Coping Devices

Today I became that mother.

You know the one I mean: sitting in the restaurant with her child using a device. For at least a fleeting moment you think why isn’t she talking to that child? Doesn’t she know screen time is bad for his development?

I swore my child would have no screen time until the age of 2, at least. And here we are at 18 months, and I am that mother I didn’t want to be. He doesn’t get it often, but every time I use it, I feel a pang of guilt, because I’ve read the studies.

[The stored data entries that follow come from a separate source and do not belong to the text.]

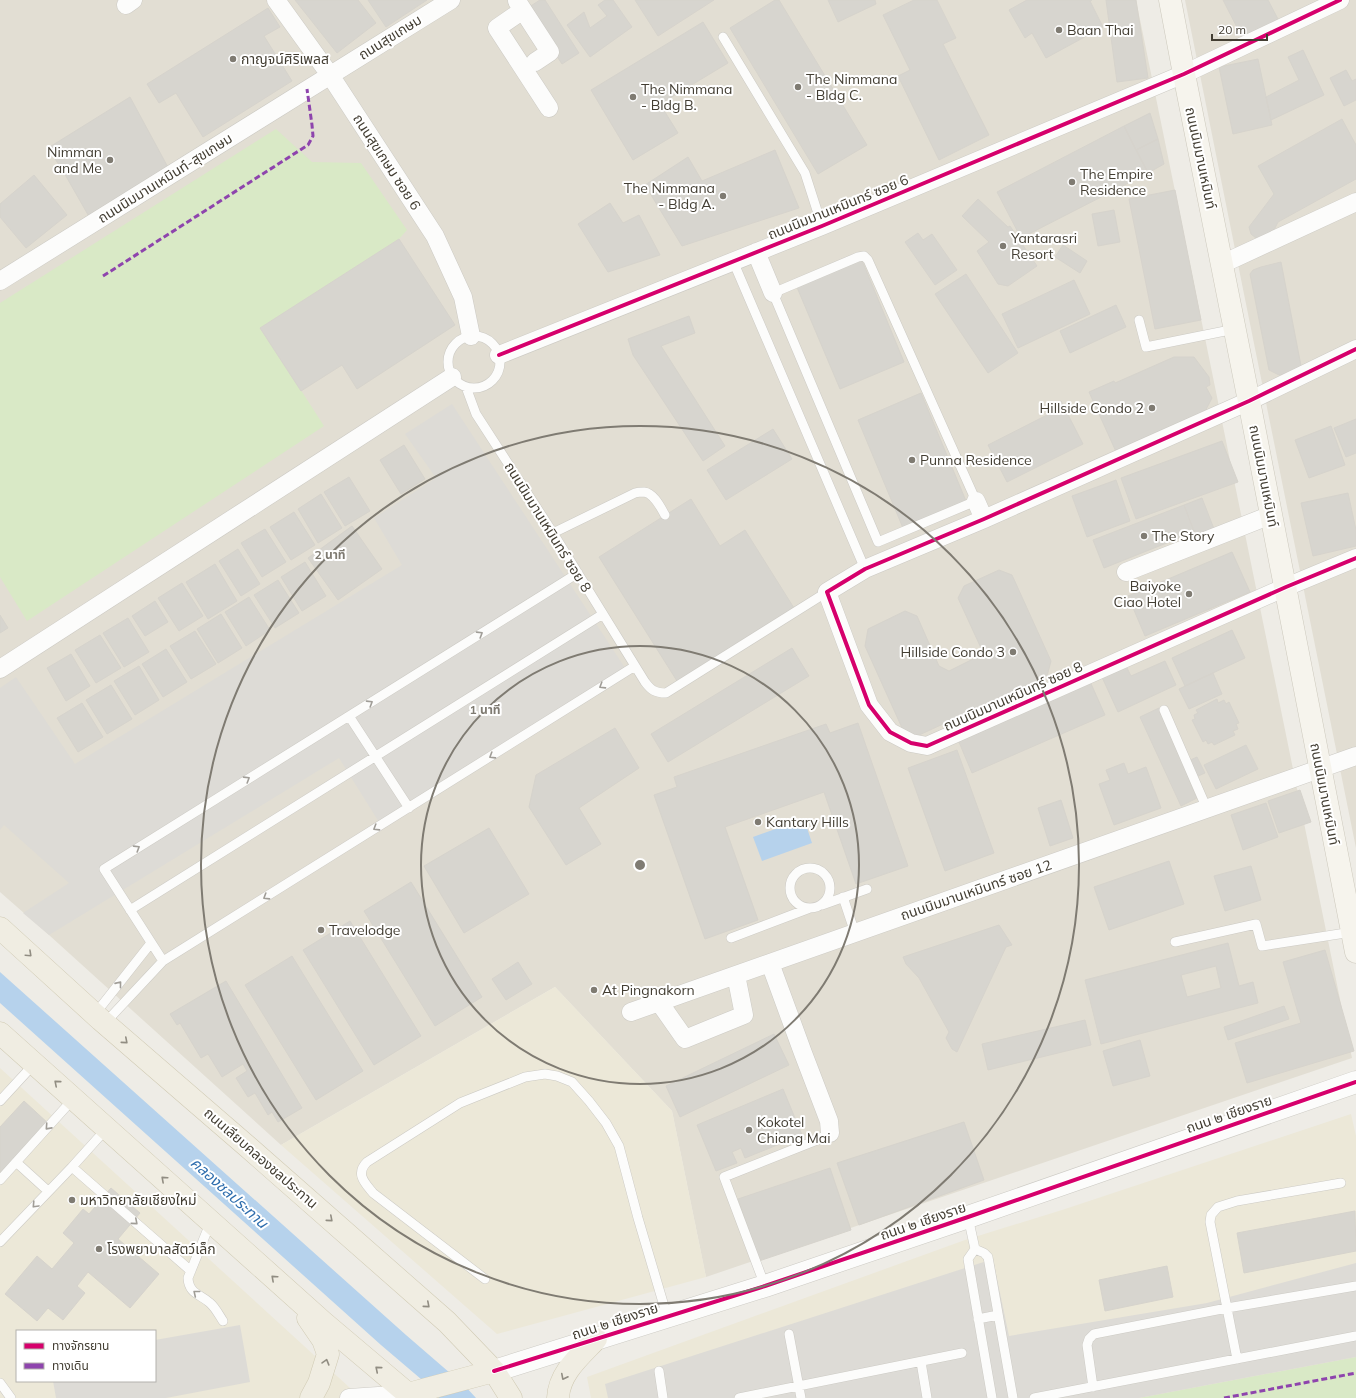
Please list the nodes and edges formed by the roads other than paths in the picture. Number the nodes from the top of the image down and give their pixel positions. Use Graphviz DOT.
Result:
graph roads {
  1 [pos="276,0"];
  2 [pos="451,0"];
  3 [pos="1170,0"];
  4 [pos="1340,0"];
  5 [pos="520,5"];
  6 [pos="723,37"];
  7 [pos="536,62"];
  8 [pos="1184,74"];
  9 [pos="330,75"];
  10 [pos="549,108"];
  11 [pos="1356,202"];
  12 [pos="822,226"];
  13 [pos="756,252"];
  14 [pos="733,262"];
  15 [pos="1222,264"];
  16 [pos="0,281"];
  17 [pos="773,292"];
  18 [pos="1139,320"];
  19 [pos="1235,329"];
  20 [pos="471,336"];
  21 [pos="1356,349"];
  22 [pos="499,355"];
  23 [pos="459,382"];
  24 [pos="1249,401"];
  25 [pos="976,501"];
  26 [pos="665,515"];
  27 [pos="1271,515"];
  28 [pos="984,519"];
  29 [pos="553,533"];
  30 [pos="1356,558"];
  31 [pos="865,569"];
  32 [pos="1126,572"];
  33 [pos="578,573"];
  34 [pos="1286,587"];
  35 [pos="827,592"];
  36 [pos="603,614"];
  37 [pos="635,666"];
  38 [pos="0,669"];
  39 [pos="1164,710"];
  40 [pos="349,716"];
  41 [pos="376,756"];
  42 [pos="1356,756"];
  43 [pos="1320,768"];
  44 [pos="409,808"];
  45 [pos="1207,808"];
  46 [pos="868,889"];
  47 [pos="843,897"];
  48 [pos="822,905"];
  49 [pos="810,908"];
  50 [pos="130,910"];
  51 [pos="0,928"];
  52 [pos="855,933"];
  53 [pos="731,938"];
  54 [pos="1355,938"];
  55 [pos="1175,942"];
  56 [pos="151,943"];
  57 [pos="163,961"];
  58 [pos="770,963"];
  59 [pos="736,975"];
  60 [pos="659,1002"];
  61 [pos="631,1012"];
  62 [pos="100,1019"];
  63 [pos="0,1033"];
  64 [pos="34,1063"];
  65 [pos="1356,1082"];
  66 [pos="74,1098"];
  67 [pos="0,1101"];
  68 [pos="107,1128"];
  69 [pos="830,1134"];
  70 [pos="16,1162"];
  71 [pos="72,1168"];
  72 [pos="0,1180"];
  73 [pos="1341,1183"];
  74 [pos="48,1191"];
  75 [pos="968,1217"];
  76 [pos="211,1221"];
  77 [pos="0,1242"];
  78 [pos="975,1249"];
  79 [pos="191,1271"];
  80 [pos="485,1279"];
  81 [pos="765,1286"];
  82 [pos="1356,1286"];
  83 [pos="291,1293"];
  84 [pos="1227,1308"];
  85 [pos="998,1315"];
  86 [pos="667,1316"];
  87 [pos="978,1319"];
  88 [pos="223,1321"];
  89 [pos="789,1334"];
  90 [pos="1356,1336"];
  91 [pos="596,1339"];
  92 [pos="962,1354"];
  93 [pos="1237,1359"];
  94 [pos="921,1362"];
  95 [pos="494,1371"];
  96 [pos="659,1371"];
  97 [pos="0,1383"];
  98 [pos="799,1387"];
  99 [pos="1093,1387"];
  100 [pos="409,1395"];
  101 [pos="11,1398"];
  102 [pos="311,1398"];
  103 [pos="349,1398"];
  104 [pos="511,1398"];
  105 [pos="558,1398"];
  106 [pos="663,1398"];
  107 [pos="739,1398"];
  108 [pos="801,1398"];
  109 [pos="927,1398"];
  110 [pos="992,1398"];
  111 [pos="1013,1398"];
  112 [pos="1034,1398"];
  1 -- 9 [label="street, ถนนสุขเกษม ซอย 6"];
  2 -- 9 [label="street, ถนนสุขเกษม"];
  3 -- 8 [label="main road, ถนนนิมมานเหมินท์"];
  4 -- 8 [label="street, ถนนนิมมานเหมินทร์ ซอย 6"];
  5 -- 7 [label="street"];
  5 -- 10 [label="street"];
  6 -- 12 [label="lane"];
  8 -- 12 [label="street, ถนนนิมมานเหมินทร์ ซอย 6"];
  8 -- 15 [label="main road, ถนนนิมมานเหมินท์"];
  9 -- 16 [label="street, ถนนนิมมานเหมินท์-สุขเกษม"];
  9 -- 20 [label="street, ถนนสุขเกษม ซอย 6"];
  11 -- 15 [label="street"];
  12 -- 13 [label="street, ถนนนิมมานเหมินทร์ ซอย 6"];
  13 -- 14 [label="street, ถนนนิมมานเหมินทร์ ซอย 6"];
  13 -- 17 [label="street"];
  14 -- 22 [label="street, ถนนนิมมานเหมินทร์ ซอย 6"];
  14 -- 31 [label="lane"];
  15 -- 19 [label="main road, ถนนนิมมานเหมินท์"];
  17 -- 25 [label="lane"];
  17 -- 25 [label="lane"];
  18 -- 19 [label="lane"];
  19 -- 24 [label="main road, ถนนนิมมานเหมินท์"];
  20 -- 22 [label="lane"];
  20 -- 23 [label="lane"];
  21 -- 24 [label="street"];
  22 -- 23 [label="lane"];
  23 -- 29 [label="lane, ถนนนิมมานเหมินทร์ ซอย 8"];
  23 -- 38 [label="street"];
  24 -- 27 [label="main road, ถนนนิมมานเหมินท์"];
  24 -- 28 [label="street"];
  25 -- 28 [label="street"];
  26 -- 29 [label="lane"];
  27 -- 32 [label="street"];
  27 -- 34 [label="main road, ถนนนิมมานเหมินท์"];
  28 -- 31 [label="street"];
  29 -- 33 [label="lane, ถนนนิมมานเหมินทร์ ซอย 8"];
  30 -- 34 [label="street, ถนนนิมมานเหมินทร์ ซอย 8"];
  31 -- 35 [label="street"];
  33 -- 36 [label="lane, ถนนนิมมานเหมินทร์ ซอย 8"];
  40 -- 33 [label="lane, one-way"];
  34 -- 35 [label="street, ถนนนิมมานเหมินทร์ ซอย 8"];
  34 -- 43 [label="main road, ถนนนิมมานเหมินท์"];
  35 -- 37 [label="lane, ถนนนิมมานเหมินทร์ ซอย 8"];
  36 -- 37 [label="lane, ถนนนิมมานเหมินทร์ ซอย 8"];
  36 -- 41 [label="lane"];
  37 -- 44 [label="lane, one-way"];
  39 -- 45 [label="lane"];
  40 -- 41 [label="lane"];
  50 -- 40 [label="lane, one-way"];
  41 -- 44 [label="lane"];
  41 -- 50 [label="lane"];
  42 -- 43 [label="street, ถนนนิมมานเหมินทร์ ซอย 12"];
  43 -- 45 [label="street, ถนนนิมมานเหมินทร์ ซอย 12"];
  43 -- 54 [label="main road, ถนนนิมมานเหมินท์"];
  44 -- 57 [label="lane, one-way"];
  45 -- 52 [label="street, ถนนนิมมานเหมินทร์ ซอย 12"];
  46 -- 47 [label="lane"];
  47 -- 48 [label="lane"];
  47 -- 52 [label="lane"];
  48 -- 49 [label="lane"];
  48 -- 49 [label="lane"];
  49 -- 53 [label="lane"];
  50 -- 56 [label="lane"];
  51 -- 62 [label="main road, ถนนเลียบคลองชลประทาน, one-way"];
  52 -- 58 [label="street, ถนนนิมมานเหมินทร์ ซอย 12"];
  54 -- 55 [label="lane"];
  56 -- 57 [label="lane"];
  62 -- 56 [label="lane, one-way"];
  57 -- 62 [label="lane"];
  58 -- 59 [label="street, ถนนนิมมานเหมินทร์ ซอย 12"];
  58 -- 69 [label="street"];
  59 -- 60 [label="street, ถนนนิมมานเหมินทร์ ซอย 12"];
  59 -- 60 [label="street"];
  60 -- 61 [label="street, ถนนนิมมานเหมินทร์ ซอย 12"];
  62 -- 95 [label="main road, ถนนเลียบคลองชลประทาน, one-way"];
  63 -- 64 [label="main road"];
  66 -- 64 [label="main road, one-way"];
  64 -- 67 [label="lane"];
  65 -- 75 [label="street, ถนน ๒ เชียงราย"];
  66 -- 68 [label="main road"];
  66 -- 70 [label="lane, one-way"];
  68 -- 71 [label="lane"];
  76 -- 68 [label="main road, one-way"];
  69 -- 81 [label="lane"];
  70 -- 72 [label="lane"];
  70 -- 74 [label="lane"];
  71 -- 74 [label="lane"];
  71 -- 79 [label="lane, one-way"];
  73 -- 84 [label="lane"];
  74 -- 77 [label="lane, one-way"];
  75 -- 78 [label="lane"];
  75 -- 81 [label="street, ถนน ๒ เชียงราย"];
  76 -- 79 [label="lane"];
  83 -- 76 [label="main road, one-way"];
  78 -- 85 [label="lane"];
  78 -- 87 [label="lane"];
  88 -- 79 [label="lane, one-way"];
  80 -- 86 [label="lane"];
  81 -- 86 [label="street, ถนน ๒ เชียงราย"];
  82 -- 84 [label="lane"];
  100 -- 83 [label="main road, one-way"];
  102 -- 83 [label="main road, one-way"];
  84 -- 93 [label="lane"];
  84 -- 99 [label="lane"];
  85 -- 87 [label="lane"];
  85 -- 111 [label="lane"];
  86 -- 91 [label="street, ถนน ๒ เชียงราย"];
  87 -- 110 [label="lane"];
  89 -- 98 [label="lane"];
  90 -- 93 [label="lane"];
  91 -- 95 [label="street, ถนน ๒ เชียงราย"];
  91 -- 105 [label="main road, one-way"];
  92 -- 94 [label="lane"];
  93 -- 99 [label="lane"];
  94 -- 98 [label="lane"];
  94 -- 109 [label="lane"];
  95 -- 100 [label="main road"];
  95 -- 104 [label="main road, ถนนเลียบคลองชลประทาน"];
  96 -- 106 [label="lane"];
  97 -- 101 [label="lane"];
  98 -- 107 [label="lane"];
  98 -- 108 [label="lane"];
  99 -- 112 [label="lane"];
  100 -- 103 [label="street"];
}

But here’s the thing, our lives aren’t a study. We’re exhausted right now. He doesn’t sleep well at the best of times. Last night we were evacuated from the 10th floor. False alarm, but it took almost 2 hours after midnight to get him back to sleep. Today, we finally made it to the half-fancy restaurant we’d been waiting for. Cue tantrum right on arrival. He’s tired too. And he doesn’t like their high chair, because he’s a toddler and well, reasons. And I just need to read the menu and make a decision because the waitress is breathing down our necks. And I need him not to scream because people are staring. And my husband says, “don’t you have some wiggles on your phone?” And so I do it. I turn it down low and prop the phone against his drink bottle. And he calms down. And I choose a meal.

And I leave it running. Even though people are still staring and I feel self conscious. I try to feed him. I try to feed myself. Both whilst keeping a hand on the precarious high chair that he is trying to topple. And the food is good. It’s not quite the lunch date I envisaged, but I manage to enjoy it with the help of the Wiggles.